Rechtliche Beurteilung

[4] 1. Die grundsätzliche Gestaltungsfreiheit der Kollektivvertragsparteien findet ihre Schranke in der mittelbaren Drittwirkung der Grundrechte (RIS‑Justiz RS0038552). Auch die Kollektivvertragsparteien sind daher bei der Gestaltung des Kollektivvertrags an den verfassungsrechtlichen Gleichheitsgrundsatz gebunden (RS0038765). Der Gleichheitssatz besagt, dass an gleiche Tatbestände gleiche Rechtsfolgen zu knüpfen sind, weshalb unterschiedliche Regelungen, die nicht in entsprechenden Unterschieden im Tatsächlichen ihre Grundlage haben, gleichheitswidrig sind (RS0053509).

[5] 2. Die Behauptung der Klägerin, dass der Kollektivvertrag Arbeitnehmer mit Provisionsvereinbarung gegenüber solchen ohne Provisionsvereinbarung benachteilige, weil Provisionen erst ausbezahlt werden, wenn diese 25 % des Mindestlohns übersteigen, ist unzutreffend, weil Arbeitnehmer ohne Provisionsvereinbarung selbst bei „überdurchschnittlichem Bemühen“ keine Provisionen beanspruchen können. Auch der Vorwurf, dass der Kollektivvertrag das Mindestentgelt in unzulässiger Weise von der Erbringung „überdurchschnittlicher Anstrengungen“ abhängig mache, ist unzutreffend, weil jedenfalls ein Provisionsakonto in einer Höhe gebührt, die gemeinsam mit dem fixen Gehalt das Mindestentgelt erreicht. Eine Schlechterstellung gegenüber Arbeitnehmern ohne Provisionsvereinbarung ist insoweit ausgeschlossen. Die von der Klägerin behauptete Benachteiligung liegt damit tatsächlich nicht vor.

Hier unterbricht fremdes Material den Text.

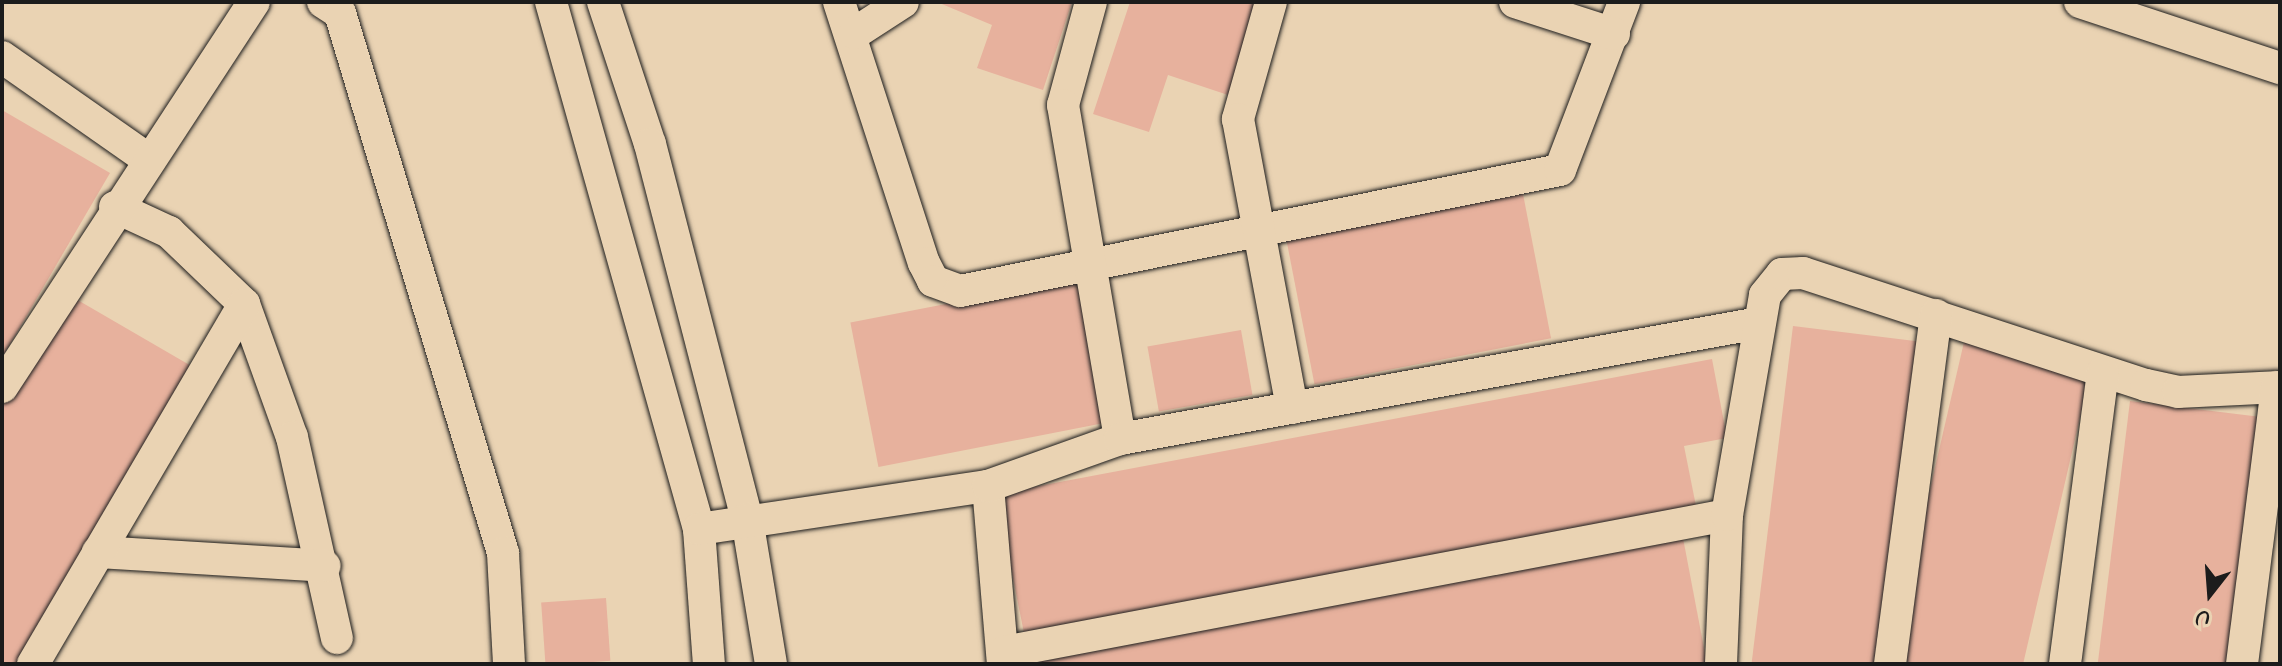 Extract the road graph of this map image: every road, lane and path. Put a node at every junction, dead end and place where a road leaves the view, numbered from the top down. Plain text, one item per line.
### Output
1 (254, 2) edge
2 (323, 2) edge
3 (551, 2) edge
4 (603, 2) edge
5 (839, 2) edge
6 (903, 2) edge
7 (1091, 2) edge
8 (1271, 2) edge
9 (1515, 2) edge
10 (1624, 2) edge
11 (2080, 2) edge
12 (855, 33) junction
13 (1614, 34) junction
14 (3, 61) edge
15 (2280, 68) edge
16 (149, 160) junction
17 (115, 207) junction
18 (1255, 229) junction
19 (1090, 262) junction
20 (244, 304) junction
21 (1936, 315) junction
22 (1759, 323) junction
23 (2103, 372) junction
24 (2, 387) edge
25 (2279, 387) edge
26 (1292, 408) junction
27 (1120, 439) junction
28 (988, 486) junction
29 (1727, 515) junction
30 (747, 519) junction
31 (699, 529) junction
32 (98, 552) junction
33 (325, 566) junction
34 (337, 638) dead end
35 (1004, 658) edge
36 (33, 664) edge
37 (509, 664) edge
38 (709, 664) edge
39 (771, 664) edge
40 (1721, 664) edge
41 (1890, 664) edge
42 (2065, 664) edge
43 (2242, 664) edge

1 - 16 street
2 - 37 street
3 - 31 street
4 - 30 street
5 - 12 street
6 - 12 street
7 - 19 street
8 - 18 street
9 - 13 street
10 - 13 street
11 - 15 street
12 - 19 street
13 - 18 street
14 - 16 street
16 - 17 street
17 - 20 street
17 - 24 street
18 - 19 street
18 - 26 street
19 - 27 street
20 - 32 street
20 - 33 street
21 - 22 street
21 - 23 street
21 - 41 street
22 - 26 street
22 - 29 street
23 - 25 street
23 - 42 street
25 - 43 street
26 - 27 street
27 - 28 street
28 - 30 street
28 - 35 street
29 - 35 street
29 - 40 street
30 - 31 street
30 - 39 street
31 - 38 street
32 - 33 street
32 - 36 street
33 - 34 street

[6] 3. Die Annahme des Berufungsgerichts, dass der Inhalt des Dienstvertrags unstrittig sei, begründet schon deshalb keine Aktenwidrigkeit, weil die Klägerin in der Verhandlung vom 20. 1. 2022 (ON 9 Seite 2) außer Streit stellte, dass sie den Dienstvertrag in Beilage 1./ abgeschlossen und den dort angeführten Inhalt vereinbart hat. Die bloße Behauptung einer Aktenwidrigkeit kann die Zulässigkeit der Revision nicht rechtfertigen (RS0112166 [T10]), ebenso allgemeine Fragen der Vertragsauslegung im Einzelfall (RS0042936).

[7] 4. Da die Klägerin die vom Berufungsgericht als erheblich bezeichnete Rechtsfrage nicht releviert und auch sonst keine Rechtsfrage von der Qualität des § 502 Abs 1 ZPO aufzeigt, ist die Revision unzulässig (RS0080388 [T1]). Im Übrigen bedarf dieser Beschluss keiner weiteren Begründung (§ 510 Abs 3 ZPO).

[8] 5. Die Kostenentscheidung beruht auf §§ 41, 50 ZPO. Die Beklagten haben auf die Unzulässigkeit der Revision hingewiesen (RS0035979 [T16]).